O homem é o único ser ao mesmo tempo creatura e creador. O seu livre-arbítrio é um poder creador ou destruidor; por ele pode o homem fazer-se bom ou mau.
Não são os atos que o tornam bom ou mau, é a sua atitude interna, produto do seu livre-arbítrio.
Essa atitude é o seu modo-de-ser, a árvore da atitude, da qual brotam os frutos dos atos.
Ser misericordioso é ser-bom, e todo o homem bom faz-o-bem. Do ser-bom há um caminho para o fazer-bem, como de cima as águas fluem para baixo. Mas o simples fazer-o-bem não é prova de ser-bom; pode o homem fazer o bem por outros motivos, até por motivos inéticos, como vaidade e ego-complacência.
Ou, na linguagem de precisão matemática de Einstein: “Do mundo dos fatos (fazer o bem) não conduz nenhum caminho para o mundo dos valores (ser bom); porque os valores vêm de outra região”.

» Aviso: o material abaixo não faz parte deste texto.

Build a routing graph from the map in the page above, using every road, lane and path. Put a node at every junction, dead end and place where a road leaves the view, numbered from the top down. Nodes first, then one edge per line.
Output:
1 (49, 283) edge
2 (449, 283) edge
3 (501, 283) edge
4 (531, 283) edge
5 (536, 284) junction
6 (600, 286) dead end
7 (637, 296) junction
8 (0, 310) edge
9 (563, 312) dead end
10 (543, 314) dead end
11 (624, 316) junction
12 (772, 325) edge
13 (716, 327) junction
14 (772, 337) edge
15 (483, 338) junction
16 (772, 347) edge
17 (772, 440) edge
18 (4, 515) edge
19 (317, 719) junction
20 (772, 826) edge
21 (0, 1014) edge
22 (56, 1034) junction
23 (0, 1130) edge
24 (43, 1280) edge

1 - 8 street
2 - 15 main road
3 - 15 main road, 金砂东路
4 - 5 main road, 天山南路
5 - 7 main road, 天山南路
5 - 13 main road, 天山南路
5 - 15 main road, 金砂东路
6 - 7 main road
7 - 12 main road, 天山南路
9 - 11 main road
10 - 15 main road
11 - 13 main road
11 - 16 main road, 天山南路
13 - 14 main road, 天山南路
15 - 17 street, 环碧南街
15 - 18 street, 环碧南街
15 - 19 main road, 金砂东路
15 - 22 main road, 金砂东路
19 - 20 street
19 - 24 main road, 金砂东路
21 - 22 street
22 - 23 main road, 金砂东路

Poderia o grande matemático ter acrescentado: do mundo dos valores há um caminho para o mundo dos fatos; da qualidade de ser bom há um caminho para a quantidade de fazer o bem.
Da benevolência mística conduz um caminho para a beneficência ética.
Da fonte da mística derivam todas as águas para os canais da ética.